YOUR OBJECTIVE | Go over the data below line by line, and state how many lines contain the string "name". Give the number only.

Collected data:
--- START ---

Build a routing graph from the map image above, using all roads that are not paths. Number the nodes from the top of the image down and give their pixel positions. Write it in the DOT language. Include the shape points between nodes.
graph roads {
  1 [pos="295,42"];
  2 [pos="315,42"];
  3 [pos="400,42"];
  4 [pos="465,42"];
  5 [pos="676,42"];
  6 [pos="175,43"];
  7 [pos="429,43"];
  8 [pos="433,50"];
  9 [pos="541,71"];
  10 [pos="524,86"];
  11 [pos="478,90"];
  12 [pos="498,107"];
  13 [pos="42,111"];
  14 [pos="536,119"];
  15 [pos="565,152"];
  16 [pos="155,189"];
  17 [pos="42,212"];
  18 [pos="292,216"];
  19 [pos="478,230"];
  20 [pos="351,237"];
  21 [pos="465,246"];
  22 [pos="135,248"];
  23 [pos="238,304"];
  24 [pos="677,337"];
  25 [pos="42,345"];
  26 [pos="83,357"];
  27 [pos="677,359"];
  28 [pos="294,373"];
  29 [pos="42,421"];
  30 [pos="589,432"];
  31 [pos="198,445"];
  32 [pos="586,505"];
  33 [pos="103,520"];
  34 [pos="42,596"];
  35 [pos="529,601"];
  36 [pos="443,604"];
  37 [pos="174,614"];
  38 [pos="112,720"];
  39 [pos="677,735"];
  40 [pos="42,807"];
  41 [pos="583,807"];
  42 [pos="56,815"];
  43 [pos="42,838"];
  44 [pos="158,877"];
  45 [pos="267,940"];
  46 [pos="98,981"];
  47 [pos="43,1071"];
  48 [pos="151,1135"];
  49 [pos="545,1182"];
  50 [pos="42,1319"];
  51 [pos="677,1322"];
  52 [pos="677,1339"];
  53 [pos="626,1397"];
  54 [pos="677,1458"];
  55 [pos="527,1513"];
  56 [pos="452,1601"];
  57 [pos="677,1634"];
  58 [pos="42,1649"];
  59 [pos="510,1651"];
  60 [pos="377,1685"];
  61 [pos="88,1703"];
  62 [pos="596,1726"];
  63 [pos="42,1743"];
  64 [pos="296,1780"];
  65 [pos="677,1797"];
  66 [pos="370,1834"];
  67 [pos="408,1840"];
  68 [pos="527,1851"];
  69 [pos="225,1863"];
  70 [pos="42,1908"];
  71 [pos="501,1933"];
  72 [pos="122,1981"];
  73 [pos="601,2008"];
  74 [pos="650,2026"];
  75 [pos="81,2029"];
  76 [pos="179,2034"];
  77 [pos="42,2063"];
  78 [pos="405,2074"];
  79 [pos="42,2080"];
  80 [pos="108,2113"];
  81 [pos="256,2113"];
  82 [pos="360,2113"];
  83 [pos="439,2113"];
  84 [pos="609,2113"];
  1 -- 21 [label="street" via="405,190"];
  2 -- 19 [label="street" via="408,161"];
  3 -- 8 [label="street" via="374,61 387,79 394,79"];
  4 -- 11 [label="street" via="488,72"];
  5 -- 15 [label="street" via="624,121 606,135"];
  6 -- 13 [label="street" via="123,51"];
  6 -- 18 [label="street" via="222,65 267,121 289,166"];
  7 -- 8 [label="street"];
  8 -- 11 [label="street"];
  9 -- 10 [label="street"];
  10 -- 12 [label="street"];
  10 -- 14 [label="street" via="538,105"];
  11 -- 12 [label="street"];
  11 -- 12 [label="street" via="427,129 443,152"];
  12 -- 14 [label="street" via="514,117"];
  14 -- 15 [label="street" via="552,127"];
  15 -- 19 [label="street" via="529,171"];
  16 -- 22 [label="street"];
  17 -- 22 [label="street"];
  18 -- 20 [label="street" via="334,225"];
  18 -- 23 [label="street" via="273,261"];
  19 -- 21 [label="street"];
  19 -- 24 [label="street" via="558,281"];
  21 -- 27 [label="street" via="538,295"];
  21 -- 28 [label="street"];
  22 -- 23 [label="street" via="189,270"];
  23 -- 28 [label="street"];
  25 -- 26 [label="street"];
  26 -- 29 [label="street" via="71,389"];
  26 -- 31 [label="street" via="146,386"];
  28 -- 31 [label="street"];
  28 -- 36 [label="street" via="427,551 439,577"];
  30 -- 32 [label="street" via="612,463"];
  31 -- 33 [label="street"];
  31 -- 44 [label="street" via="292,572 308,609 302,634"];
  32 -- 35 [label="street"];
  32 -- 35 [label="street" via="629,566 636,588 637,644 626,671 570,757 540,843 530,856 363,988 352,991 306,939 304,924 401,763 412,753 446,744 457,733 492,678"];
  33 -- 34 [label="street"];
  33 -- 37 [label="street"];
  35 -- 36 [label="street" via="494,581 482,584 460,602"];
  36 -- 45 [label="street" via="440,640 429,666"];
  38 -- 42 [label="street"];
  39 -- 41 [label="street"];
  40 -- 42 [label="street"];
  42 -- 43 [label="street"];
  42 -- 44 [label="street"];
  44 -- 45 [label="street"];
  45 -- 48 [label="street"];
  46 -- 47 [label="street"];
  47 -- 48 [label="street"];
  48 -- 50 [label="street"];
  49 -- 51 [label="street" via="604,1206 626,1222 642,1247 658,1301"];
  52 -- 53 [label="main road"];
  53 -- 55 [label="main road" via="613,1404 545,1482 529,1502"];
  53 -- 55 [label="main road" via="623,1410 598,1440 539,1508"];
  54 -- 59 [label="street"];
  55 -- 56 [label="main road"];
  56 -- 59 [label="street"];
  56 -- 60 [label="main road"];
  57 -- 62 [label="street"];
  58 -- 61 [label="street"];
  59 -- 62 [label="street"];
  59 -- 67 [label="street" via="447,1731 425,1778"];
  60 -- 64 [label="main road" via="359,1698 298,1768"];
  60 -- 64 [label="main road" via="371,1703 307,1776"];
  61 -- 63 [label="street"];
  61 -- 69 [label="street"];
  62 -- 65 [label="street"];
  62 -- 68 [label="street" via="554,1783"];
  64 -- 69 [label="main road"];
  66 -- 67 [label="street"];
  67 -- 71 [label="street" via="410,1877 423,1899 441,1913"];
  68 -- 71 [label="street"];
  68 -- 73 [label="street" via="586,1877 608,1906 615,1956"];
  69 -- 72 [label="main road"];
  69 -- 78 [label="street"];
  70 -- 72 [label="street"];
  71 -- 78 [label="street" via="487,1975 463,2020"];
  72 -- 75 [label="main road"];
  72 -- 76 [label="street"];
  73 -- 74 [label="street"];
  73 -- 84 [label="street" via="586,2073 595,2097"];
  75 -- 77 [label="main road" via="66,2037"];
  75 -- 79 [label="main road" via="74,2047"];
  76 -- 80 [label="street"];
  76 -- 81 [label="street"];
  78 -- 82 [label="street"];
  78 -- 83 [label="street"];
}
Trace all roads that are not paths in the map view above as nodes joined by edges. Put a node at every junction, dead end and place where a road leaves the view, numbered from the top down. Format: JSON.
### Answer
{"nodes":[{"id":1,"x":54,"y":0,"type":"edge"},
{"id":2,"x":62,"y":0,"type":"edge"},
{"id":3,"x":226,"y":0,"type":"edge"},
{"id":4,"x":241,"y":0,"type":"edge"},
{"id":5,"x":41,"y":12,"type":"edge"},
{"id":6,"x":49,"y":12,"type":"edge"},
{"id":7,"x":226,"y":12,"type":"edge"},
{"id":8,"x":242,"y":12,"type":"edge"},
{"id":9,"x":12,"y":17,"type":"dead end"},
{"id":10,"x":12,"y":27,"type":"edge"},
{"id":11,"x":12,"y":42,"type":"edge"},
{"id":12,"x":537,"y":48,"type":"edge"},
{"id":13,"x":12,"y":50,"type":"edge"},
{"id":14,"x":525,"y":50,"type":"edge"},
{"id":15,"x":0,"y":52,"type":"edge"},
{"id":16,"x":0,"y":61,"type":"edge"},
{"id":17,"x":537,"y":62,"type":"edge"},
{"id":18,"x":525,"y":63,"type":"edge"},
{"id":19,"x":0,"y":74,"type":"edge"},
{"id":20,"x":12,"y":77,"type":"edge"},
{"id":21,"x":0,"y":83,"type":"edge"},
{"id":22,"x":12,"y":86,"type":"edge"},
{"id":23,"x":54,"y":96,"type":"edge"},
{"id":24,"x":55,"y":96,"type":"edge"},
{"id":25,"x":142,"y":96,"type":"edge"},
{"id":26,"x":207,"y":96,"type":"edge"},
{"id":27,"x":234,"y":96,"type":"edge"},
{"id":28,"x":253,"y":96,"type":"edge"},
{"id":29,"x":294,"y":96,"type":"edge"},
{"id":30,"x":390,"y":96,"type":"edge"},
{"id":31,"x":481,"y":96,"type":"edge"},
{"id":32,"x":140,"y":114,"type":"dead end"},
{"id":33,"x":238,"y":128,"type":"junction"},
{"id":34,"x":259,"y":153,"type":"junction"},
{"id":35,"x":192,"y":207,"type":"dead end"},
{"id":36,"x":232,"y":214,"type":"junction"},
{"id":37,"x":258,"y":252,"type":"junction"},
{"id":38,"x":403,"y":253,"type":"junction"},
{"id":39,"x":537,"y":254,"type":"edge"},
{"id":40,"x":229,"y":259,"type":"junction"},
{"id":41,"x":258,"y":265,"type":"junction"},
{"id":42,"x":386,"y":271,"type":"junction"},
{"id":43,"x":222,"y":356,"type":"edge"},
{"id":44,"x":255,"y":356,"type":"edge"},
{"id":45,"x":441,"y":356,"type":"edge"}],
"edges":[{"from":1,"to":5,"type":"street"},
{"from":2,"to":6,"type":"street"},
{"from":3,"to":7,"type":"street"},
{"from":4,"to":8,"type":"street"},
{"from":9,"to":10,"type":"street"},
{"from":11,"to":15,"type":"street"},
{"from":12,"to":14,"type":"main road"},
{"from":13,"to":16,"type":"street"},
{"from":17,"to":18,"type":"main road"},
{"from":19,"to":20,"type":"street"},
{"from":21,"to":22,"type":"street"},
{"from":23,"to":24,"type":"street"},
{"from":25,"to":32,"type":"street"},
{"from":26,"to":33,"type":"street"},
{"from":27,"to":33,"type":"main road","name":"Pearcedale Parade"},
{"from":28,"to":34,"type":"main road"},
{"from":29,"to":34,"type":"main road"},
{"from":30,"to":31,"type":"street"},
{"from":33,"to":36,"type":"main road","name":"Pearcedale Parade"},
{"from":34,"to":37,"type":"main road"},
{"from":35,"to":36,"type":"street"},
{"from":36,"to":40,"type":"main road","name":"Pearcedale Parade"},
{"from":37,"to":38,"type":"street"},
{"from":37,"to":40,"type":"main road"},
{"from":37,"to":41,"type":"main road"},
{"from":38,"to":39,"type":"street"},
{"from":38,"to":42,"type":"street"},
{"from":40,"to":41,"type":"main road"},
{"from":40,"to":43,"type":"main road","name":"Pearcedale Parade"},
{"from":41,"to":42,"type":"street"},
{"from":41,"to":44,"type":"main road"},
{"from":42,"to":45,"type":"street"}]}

--- END ---

RESULT | 4